Curiously enough, it was da Soto who found the paper. Leila’s interest in the business seemed rather to cool after his arrival — was it possible that she had had other designs upon Lord Peter, with which Luis’ sulky presence interfered? — whereas da Soto, suddenly tumbling to the notion that the production of the paper might turn out to be of value to somebody, gradually became more and more interested.
‘I wouldn’t be that surprised, honey-bunch,’ he observed, ‘If you left it in one of those story-books you’re always reading, same like you always do with your bus-tickets.’
‘That’s an idea,’ said Wimsey, eagerly.
They turned their attention to a shelf stacked with cheap fiction and penny novelettes. The volumes yielded quite a surprising collection, not only of bus-tickets, but also of cinema-ticket counterfoils, bills, chocolate-papers, envelopes, picture-cards, cigarette-cards and other assorted book markers, and at length da Soto, taking The Girl who gave All by the spine and administering a brisk shake, shot out from between its passionate leaves a folded sheet of writing-paper.
‘What do you say to that?’ he inquired, picking it up quickly. ‘If that isn’t the fellow’s handwriting you can call me a deaf-and-dumb elephant with four left feet’
Leila grabbed the paper from him.
‘Yes, that’s it, all right,’ she observed.’
‘A lot of stuff, if you ask me. I never could make head or tail of it, but if it’s any good to you, you’re welcome to it.’
Wimsey cast a rapid glance at the spidery lines of the family tree which sprawled from top to bottom of the sheet.
‘So that’s who he thought he was. Yes — I’m glad you didn’t chuck this away, Miss Garland. It may clear things up quite a lot.’

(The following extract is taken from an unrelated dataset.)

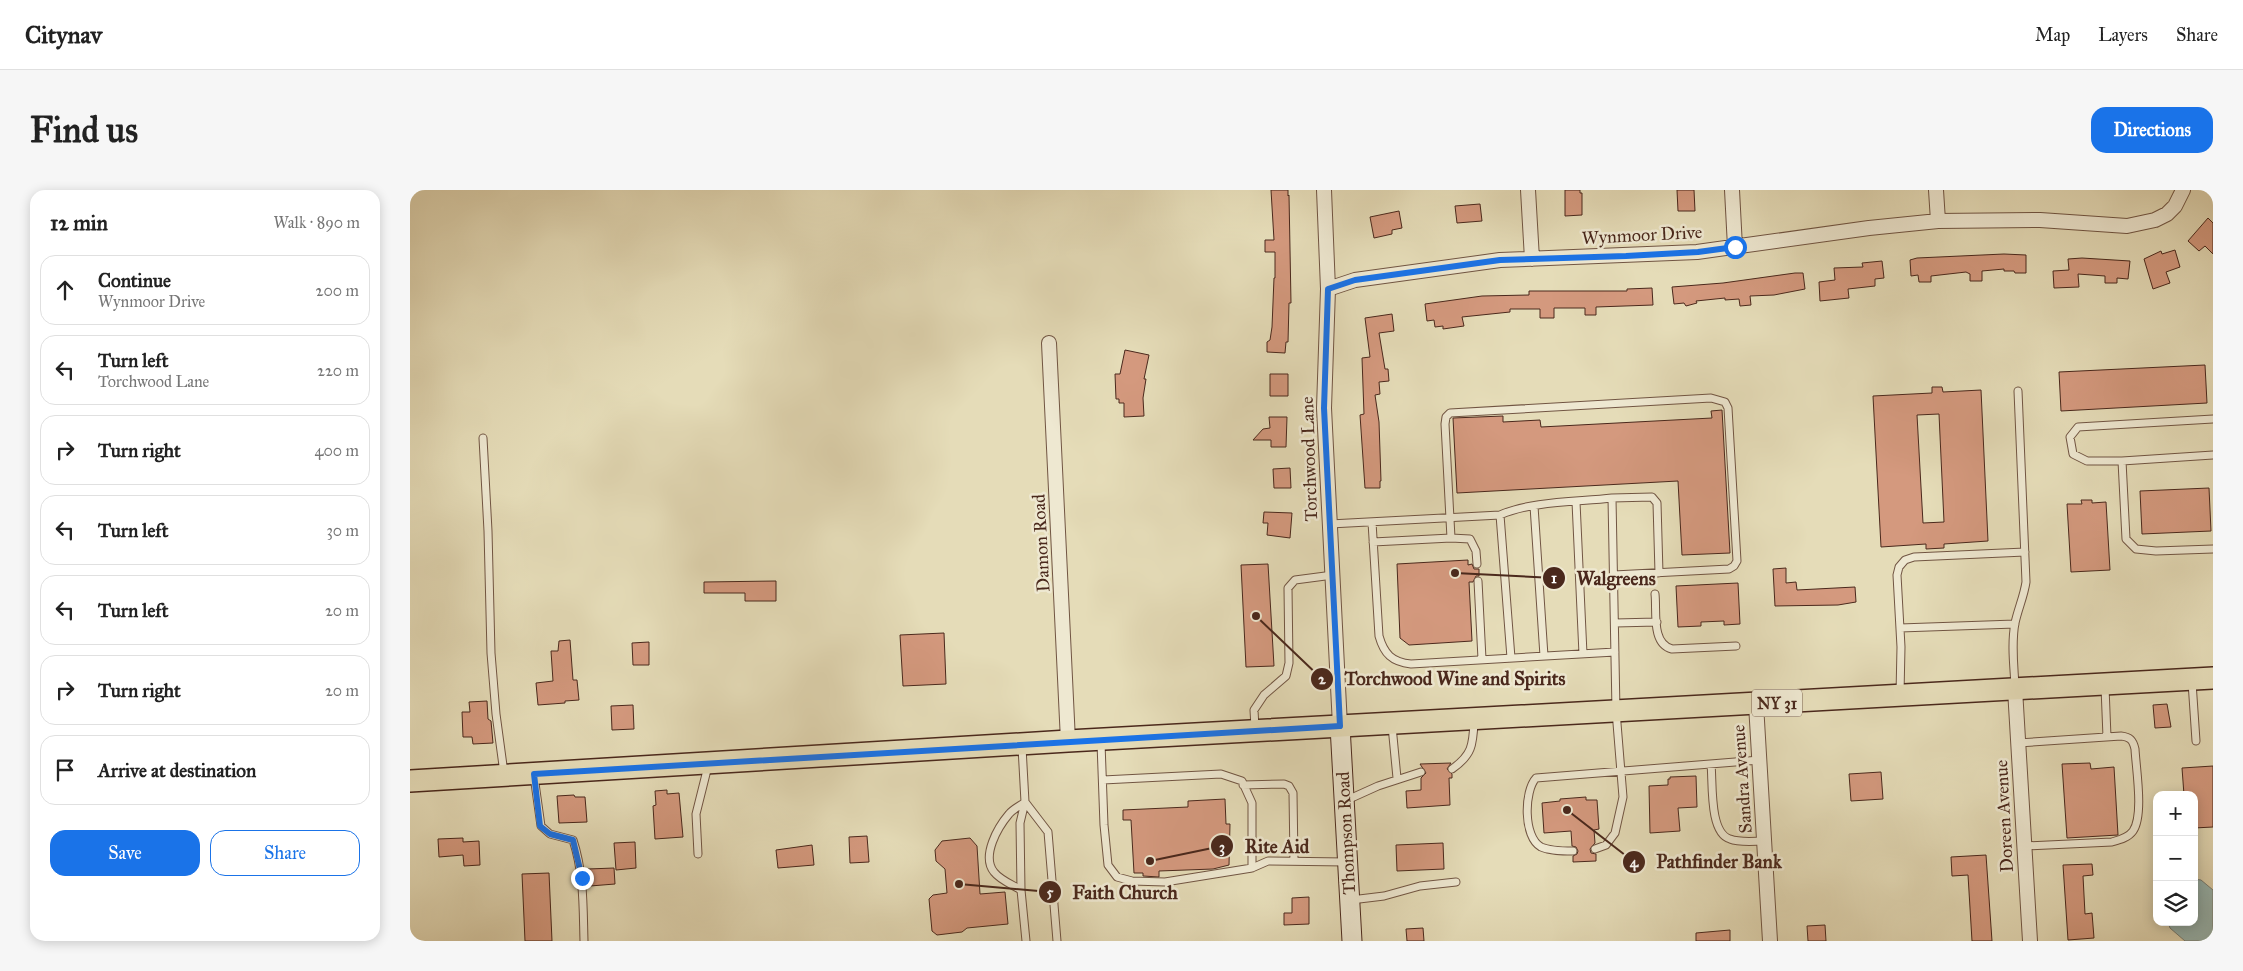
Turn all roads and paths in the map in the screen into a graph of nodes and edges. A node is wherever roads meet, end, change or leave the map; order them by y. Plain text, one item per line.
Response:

Here Mr da Soto was understood to say something about dollars.
‘Ah, yes,’ said Wimsey. ‘It’s lucky it’s me and not Inspector Umpelty, isn’t it? Umpelty might run you in for suppressing important evidence.’ He grinned in da Soto’s baffled face. ‘But I won’t say — seeing that Miss Garland has turned her place upside-down to oblige me — that she mightn’t get a new frock out of it if she’s a good girl. Now, listen to me, my child. When did you say Alexis gave you this?’